Una hora y diez minutos se ha pasado Pedro Sánchez en la tribuna del Congreso, aburriendo a las ovejas y haciendo bostezar hasta a sus propios diputados. Y casi el noventa por ciento de su intervención ha sido para repetir una y otra vez que él no sabía nada. Casi una hora completa ha dedicado el presidente del Gobierno en insistir en que nadie, ni la policía, ni el ejército, ni nuestros servicios secretos, le contaron a él que uno de cada cinco habitantes de Tetuán (capital del Protectorado español que tiene unos 423.000 habitantes a unos 30 km de Ceuta) y Castillejos (ciudad costera marroquí limítrofe con Ceuta, de 77.000 habitantes), se habían puesto de acuerdo para acercarse, todos juntos, hasta la frontera con España con la clara intención de traspasarla ilegalmente. Más de 100.000 personas se juntaron en la frontera y más de 80.000 lograron cruzarla, sin que nadie advirtiera a Pedro Sánchez. Eso es lo que pretende que nos creamos y a eso ha dedicado su soporífera intervención en el Congreso.

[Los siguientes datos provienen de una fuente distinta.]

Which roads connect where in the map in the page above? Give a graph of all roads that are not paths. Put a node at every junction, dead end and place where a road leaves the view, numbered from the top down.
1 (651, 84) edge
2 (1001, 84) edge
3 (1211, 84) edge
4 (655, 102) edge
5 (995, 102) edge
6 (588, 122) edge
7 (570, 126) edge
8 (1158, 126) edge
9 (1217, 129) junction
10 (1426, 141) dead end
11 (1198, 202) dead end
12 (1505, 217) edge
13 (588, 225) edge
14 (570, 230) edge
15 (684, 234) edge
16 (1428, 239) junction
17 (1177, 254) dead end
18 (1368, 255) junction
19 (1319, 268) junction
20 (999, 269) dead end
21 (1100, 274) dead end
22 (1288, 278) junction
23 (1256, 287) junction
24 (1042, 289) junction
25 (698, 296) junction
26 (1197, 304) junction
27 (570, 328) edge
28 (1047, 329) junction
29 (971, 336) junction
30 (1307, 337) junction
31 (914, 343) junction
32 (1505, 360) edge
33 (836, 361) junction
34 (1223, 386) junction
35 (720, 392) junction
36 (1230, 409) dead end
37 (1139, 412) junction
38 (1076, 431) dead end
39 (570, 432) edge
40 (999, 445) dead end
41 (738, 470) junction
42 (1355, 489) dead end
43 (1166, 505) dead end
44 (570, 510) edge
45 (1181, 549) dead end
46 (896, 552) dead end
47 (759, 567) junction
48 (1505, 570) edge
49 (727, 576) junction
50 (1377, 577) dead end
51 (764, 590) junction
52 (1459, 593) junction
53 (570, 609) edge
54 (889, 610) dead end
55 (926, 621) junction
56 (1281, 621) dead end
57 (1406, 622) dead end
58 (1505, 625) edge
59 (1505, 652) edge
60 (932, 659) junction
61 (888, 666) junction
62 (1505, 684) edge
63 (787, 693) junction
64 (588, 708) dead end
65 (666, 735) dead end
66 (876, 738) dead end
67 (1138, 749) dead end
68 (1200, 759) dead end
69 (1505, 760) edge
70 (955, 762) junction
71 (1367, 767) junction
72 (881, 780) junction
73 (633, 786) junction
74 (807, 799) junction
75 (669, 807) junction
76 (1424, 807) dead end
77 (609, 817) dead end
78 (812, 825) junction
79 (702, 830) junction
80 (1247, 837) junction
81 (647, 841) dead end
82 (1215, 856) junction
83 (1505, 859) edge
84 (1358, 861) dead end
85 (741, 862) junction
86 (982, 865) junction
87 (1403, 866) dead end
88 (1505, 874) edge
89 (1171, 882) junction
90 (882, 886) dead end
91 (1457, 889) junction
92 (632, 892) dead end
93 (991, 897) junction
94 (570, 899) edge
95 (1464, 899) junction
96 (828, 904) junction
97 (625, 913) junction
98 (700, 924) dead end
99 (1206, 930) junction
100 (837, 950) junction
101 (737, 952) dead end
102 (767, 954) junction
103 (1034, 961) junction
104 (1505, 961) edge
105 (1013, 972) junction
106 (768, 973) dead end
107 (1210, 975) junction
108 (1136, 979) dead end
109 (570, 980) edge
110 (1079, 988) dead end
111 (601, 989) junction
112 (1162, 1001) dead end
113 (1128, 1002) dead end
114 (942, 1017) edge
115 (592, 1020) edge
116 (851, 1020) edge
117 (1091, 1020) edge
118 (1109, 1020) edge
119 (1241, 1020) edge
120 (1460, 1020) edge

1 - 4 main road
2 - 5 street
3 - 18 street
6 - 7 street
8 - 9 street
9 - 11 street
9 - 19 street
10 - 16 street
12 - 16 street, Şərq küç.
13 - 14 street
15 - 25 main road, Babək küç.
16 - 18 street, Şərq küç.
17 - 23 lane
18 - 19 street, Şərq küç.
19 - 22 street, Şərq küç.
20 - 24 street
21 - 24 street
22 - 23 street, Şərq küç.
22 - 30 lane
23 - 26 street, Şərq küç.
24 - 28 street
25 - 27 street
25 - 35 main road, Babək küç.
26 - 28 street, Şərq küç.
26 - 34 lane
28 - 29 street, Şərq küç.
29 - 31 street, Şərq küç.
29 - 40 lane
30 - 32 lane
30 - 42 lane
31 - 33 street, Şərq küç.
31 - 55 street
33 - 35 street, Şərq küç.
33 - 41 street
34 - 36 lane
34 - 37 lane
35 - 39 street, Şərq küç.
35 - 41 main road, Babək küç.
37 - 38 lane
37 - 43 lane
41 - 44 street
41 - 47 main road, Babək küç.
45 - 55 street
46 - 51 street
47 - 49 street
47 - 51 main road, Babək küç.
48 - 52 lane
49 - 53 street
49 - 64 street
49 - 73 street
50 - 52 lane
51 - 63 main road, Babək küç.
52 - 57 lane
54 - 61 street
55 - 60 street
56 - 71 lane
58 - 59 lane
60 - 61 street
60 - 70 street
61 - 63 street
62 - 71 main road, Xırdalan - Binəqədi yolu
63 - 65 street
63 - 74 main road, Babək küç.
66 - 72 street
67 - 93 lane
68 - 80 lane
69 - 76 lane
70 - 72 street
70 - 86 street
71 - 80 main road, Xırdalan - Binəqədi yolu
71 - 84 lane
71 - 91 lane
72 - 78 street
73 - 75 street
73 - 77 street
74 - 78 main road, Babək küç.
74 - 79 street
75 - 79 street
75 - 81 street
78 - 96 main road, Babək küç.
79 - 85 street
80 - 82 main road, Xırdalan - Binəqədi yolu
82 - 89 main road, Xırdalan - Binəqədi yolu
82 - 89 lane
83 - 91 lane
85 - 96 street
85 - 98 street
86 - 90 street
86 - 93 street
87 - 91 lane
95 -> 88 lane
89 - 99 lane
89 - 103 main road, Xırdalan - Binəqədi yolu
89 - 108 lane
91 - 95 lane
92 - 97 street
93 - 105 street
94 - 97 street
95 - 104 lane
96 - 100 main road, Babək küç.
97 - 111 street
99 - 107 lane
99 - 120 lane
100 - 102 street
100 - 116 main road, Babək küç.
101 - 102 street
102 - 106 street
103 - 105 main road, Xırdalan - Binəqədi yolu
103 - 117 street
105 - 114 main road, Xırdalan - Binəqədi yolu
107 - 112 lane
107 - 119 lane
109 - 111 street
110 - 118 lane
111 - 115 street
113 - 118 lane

Los jueces prevarican contra él y su familia. La policía actúa a sus espaldas y le oculta información vital. La prensa confabula contra él fabricando bulos. Rusia, Israel, Elon Musk y la internacional ultraderechista, le tienen manía. Todo eso quiere que nos traguemos sin masticar. Pedro Sánchez solamente tiene un «socio absolutamente fiable», «aliado imprescindible», «vecino amigo» y «colaborador ejemplar y leal», el rey Mohamed VI de Marruecos, el del software espía Pegasus. Ese por el que hemos perdido a nuestro principal suministrador de gas natural, Argelia, con quien nos hemos enfrentado al entregarle el Sáhara a Marruecos sin contar con nadie. El país cuyos gendarmes nos envían a 100.000 invasores al mismo tiempo que sus ministros reivindican nuestras ciudades. No tiene ningún sentido que Pedro Sánchez convoque en secreto a la embajadora de Marruecos en España, es más, el vecino magrebí no necesita tener ningún diplomático en nuestro país, porque Pedro Sánchez ya ejerce como el mejor embajador de Marruecos en España.